Food, nutrition and sustainability--in the news and in ACES research

Recently, global concerns surrounding food have been headlining in the daily media. Here at the College of ACES, the world's challenges in food, nutrition, and sustainability come as no surprise--in fact, much of the work that goes on in our classrooms and laboratories speaks directly to such concerns, and points to the fact that the College of ACES has a unique role as the starting point for powerful solutions that integrate scholarship, government, and grass-roots efforts. The recent work of Professor Bill Helferich and his team of faculty and students (Dr. Juan Andrade, Dr. Niki Engeseth, Eliana Rosales) is a case in point.

With many children in the remote regions of Honduras suffering from deficiencies in micronutrients, Dr. Helferich is partnering with Zamorano, also known as Escuela Agricola Panamericana (EAP) —a major Latin American university whose motto is "learning by doing" —and Xiomara Castro de Zelaya, the First Lady of Honduras and coordinator of the Healthy Schools Program. The goal is to develop an easy-to-prepare, good-tasting, economical, and micronutrient-dense fortification technology for staple foods such as rice.

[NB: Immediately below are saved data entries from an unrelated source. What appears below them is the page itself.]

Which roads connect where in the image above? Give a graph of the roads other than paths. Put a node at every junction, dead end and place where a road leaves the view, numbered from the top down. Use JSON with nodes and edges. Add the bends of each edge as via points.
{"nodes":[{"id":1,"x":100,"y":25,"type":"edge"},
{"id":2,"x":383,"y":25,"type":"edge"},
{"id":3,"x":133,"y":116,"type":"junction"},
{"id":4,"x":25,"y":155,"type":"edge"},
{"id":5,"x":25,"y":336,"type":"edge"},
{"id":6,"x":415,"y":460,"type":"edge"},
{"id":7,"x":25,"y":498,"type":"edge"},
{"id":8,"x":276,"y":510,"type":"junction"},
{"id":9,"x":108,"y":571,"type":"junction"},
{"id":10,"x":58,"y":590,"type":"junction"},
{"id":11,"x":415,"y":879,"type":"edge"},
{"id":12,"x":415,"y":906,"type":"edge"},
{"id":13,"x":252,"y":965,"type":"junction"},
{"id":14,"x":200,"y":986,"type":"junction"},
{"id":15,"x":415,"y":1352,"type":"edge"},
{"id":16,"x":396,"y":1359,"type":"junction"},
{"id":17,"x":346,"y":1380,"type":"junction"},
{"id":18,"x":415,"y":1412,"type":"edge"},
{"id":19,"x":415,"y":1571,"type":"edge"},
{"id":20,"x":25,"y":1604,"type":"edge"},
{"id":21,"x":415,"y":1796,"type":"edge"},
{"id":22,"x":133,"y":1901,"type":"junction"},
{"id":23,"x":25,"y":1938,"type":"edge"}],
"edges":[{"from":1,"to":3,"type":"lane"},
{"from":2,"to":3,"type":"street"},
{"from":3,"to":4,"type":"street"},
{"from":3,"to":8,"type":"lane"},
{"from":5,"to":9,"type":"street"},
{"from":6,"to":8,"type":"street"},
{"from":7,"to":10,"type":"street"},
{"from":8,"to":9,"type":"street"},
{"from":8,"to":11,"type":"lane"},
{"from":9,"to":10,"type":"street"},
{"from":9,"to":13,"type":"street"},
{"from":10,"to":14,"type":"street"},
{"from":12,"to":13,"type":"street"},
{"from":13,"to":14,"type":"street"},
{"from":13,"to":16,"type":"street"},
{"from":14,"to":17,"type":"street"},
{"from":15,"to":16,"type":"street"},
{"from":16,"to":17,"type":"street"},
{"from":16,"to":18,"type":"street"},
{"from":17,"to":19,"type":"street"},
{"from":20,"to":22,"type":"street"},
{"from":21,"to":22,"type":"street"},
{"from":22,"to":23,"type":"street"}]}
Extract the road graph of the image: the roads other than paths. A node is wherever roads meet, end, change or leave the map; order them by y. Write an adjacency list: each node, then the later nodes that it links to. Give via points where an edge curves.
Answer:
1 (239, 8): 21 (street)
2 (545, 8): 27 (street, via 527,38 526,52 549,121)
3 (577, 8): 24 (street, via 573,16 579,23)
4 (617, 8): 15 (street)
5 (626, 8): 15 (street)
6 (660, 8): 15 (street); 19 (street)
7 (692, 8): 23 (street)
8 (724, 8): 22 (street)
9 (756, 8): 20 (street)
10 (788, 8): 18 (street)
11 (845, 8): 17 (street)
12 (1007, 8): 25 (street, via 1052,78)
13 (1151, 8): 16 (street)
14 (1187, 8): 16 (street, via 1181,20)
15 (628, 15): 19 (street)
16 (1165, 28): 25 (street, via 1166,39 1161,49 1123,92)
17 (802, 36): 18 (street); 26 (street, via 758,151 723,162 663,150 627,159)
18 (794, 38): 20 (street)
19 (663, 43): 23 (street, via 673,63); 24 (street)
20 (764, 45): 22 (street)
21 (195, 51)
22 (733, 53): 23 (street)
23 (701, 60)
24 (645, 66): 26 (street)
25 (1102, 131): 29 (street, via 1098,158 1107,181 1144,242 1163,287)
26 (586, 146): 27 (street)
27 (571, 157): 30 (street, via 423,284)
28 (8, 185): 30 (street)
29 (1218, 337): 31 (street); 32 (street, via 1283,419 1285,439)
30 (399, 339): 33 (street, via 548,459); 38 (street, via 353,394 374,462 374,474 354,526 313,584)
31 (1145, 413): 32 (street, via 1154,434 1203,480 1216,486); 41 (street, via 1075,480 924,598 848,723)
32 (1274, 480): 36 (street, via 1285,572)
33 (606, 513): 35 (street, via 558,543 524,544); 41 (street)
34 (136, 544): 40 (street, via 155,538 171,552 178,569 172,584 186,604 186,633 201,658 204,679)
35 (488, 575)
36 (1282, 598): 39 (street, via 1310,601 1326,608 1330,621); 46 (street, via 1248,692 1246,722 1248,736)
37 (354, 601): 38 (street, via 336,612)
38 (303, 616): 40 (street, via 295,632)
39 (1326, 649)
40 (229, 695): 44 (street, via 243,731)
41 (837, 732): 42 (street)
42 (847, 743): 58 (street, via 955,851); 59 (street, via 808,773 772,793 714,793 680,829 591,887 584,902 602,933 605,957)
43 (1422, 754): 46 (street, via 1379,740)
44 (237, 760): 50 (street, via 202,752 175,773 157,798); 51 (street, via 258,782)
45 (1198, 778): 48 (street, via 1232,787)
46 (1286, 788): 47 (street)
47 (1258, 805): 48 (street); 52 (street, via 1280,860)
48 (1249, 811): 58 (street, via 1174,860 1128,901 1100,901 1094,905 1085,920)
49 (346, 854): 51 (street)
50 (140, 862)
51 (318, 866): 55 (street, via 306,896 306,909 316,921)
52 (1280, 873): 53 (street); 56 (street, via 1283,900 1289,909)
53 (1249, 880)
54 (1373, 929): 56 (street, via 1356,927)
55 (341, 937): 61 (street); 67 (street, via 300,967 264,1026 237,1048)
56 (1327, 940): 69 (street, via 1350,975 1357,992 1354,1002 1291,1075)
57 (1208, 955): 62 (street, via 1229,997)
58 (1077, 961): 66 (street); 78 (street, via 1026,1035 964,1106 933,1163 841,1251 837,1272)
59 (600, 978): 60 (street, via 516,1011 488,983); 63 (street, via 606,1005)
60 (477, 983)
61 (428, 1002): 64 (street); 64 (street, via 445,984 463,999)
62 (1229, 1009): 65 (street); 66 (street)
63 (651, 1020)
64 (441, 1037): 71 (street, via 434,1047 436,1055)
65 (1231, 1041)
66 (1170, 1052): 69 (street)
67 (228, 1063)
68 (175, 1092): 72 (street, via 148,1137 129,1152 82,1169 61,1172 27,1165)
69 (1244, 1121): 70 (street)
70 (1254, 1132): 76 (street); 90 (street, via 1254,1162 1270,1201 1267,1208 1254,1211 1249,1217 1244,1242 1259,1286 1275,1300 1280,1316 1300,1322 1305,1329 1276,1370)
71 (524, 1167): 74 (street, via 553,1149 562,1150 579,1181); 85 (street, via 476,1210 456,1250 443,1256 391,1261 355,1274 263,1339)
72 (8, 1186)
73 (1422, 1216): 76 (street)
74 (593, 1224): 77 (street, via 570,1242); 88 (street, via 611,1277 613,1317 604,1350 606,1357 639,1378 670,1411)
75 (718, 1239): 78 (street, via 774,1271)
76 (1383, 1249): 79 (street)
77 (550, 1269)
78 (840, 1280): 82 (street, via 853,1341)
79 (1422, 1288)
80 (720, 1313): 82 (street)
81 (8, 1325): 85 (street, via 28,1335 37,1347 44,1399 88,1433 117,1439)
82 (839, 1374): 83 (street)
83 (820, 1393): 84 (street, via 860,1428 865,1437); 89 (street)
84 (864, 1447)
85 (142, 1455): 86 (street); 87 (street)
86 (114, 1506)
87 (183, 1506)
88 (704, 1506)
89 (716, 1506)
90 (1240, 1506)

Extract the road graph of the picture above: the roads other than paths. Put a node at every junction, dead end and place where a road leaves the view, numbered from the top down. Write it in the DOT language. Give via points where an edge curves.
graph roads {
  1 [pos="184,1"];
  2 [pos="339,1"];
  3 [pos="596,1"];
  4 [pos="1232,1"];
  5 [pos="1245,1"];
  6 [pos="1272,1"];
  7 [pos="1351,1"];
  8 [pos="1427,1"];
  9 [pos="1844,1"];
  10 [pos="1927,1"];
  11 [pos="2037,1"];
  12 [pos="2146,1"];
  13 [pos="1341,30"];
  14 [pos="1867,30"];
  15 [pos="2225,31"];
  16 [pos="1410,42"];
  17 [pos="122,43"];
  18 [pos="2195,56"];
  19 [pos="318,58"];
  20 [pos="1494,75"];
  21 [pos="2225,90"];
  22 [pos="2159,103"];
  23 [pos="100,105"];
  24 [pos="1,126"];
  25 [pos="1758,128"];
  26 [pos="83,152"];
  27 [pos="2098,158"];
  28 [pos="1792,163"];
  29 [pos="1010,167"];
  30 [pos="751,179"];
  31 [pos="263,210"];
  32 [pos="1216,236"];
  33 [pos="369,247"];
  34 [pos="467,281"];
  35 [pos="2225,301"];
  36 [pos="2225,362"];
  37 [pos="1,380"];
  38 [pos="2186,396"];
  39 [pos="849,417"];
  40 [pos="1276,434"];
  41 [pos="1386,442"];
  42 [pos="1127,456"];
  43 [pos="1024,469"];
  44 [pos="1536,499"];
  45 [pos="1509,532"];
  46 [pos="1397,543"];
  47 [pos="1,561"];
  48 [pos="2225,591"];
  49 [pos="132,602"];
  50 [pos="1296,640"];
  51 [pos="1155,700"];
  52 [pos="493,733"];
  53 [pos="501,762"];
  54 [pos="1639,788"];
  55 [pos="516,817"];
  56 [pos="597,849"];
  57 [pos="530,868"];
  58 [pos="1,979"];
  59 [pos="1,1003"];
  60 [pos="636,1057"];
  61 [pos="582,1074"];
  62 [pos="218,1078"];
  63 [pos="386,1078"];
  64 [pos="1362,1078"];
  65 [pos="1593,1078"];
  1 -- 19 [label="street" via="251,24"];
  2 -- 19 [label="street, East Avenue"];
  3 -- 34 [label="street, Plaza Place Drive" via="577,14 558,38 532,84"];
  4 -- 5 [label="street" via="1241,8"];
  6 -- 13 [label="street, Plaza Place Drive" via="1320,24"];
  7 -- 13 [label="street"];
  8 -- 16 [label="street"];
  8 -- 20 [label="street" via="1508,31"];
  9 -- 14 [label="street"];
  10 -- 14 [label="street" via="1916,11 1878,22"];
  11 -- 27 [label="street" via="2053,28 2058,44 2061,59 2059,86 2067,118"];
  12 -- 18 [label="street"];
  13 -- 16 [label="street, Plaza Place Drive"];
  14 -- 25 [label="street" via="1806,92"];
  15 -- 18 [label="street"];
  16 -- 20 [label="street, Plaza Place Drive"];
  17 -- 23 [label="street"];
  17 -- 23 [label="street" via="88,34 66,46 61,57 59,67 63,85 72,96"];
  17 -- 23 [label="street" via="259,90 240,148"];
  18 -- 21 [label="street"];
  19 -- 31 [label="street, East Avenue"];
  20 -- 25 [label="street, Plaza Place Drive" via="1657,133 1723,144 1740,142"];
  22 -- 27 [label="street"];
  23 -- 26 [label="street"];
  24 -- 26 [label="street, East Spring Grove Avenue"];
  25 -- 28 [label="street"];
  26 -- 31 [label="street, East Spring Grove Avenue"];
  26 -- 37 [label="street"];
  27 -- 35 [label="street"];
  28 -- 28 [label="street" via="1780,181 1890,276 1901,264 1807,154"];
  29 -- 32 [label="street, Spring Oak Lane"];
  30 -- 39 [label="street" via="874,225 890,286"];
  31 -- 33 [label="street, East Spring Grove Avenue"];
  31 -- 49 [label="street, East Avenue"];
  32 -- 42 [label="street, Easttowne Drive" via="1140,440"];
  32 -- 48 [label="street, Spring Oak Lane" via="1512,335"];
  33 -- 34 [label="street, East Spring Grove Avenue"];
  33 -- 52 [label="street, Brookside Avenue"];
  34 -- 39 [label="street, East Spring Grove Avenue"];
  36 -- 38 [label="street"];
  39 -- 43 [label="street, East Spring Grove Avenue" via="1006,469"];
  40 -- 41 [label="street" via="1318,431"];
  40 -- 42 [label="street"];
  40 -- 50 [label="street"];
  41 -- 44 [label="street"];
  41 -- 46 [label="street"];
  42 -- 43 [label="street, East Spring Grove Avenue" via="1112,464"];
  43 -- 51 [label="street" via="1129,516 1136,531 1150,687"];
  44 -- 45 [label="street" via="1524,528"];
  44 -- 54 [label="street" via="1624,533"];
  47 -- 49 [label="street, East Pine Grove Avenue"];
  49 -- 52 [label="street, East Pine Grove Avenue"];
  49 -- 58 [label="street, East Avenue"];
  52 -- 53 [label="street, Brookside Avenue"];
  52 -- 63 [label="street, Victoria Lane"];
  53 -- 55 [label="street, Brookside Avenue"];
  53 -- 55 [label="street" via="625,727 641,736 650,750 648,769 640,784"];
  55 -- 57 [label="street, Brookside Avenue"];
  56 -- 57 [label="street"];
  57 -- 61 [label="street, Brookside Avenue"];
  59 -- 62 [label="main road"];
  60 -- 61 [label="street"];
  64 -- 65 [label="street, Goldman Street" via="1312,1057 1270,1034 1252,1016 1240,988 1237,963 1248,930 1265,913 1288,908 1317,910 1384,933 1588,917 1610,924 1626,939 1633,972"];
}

Initial work on the project took place in ACES laboratories in the Department of Food Science and Human Nutrition. Then, using EAP-Zamorano as a base of operations and Mrs. Zelaya’s support as an entry point to engage with local government officials, Dr. Helferich and his team worked in Honduras—first checking the product’s ease of preparation with the local women who are responsible for preparing school lunches, and then conducting taste-tests with the second- and fourth-grade children at local elementary schools.

The results? The children could not detect the presence of the new extruded product when it was mixed with rice, and the cooks gave it a thumbs-up, too. Now Dr. Helferich is back in his ACES laboratory, engaging with colleagues and making plans for regular long-distance discussion groups between the ACES undergraduates he teaches and their Latin American counterparts at Zamorano when classes resume this fall.

Solutions to challenges as big as world hunger are not easy. But I believe the work going on at ACES is a model for the kind of innovative and cooperative problem-solving that will be necessary for sustainable success.

View some scenes from the project.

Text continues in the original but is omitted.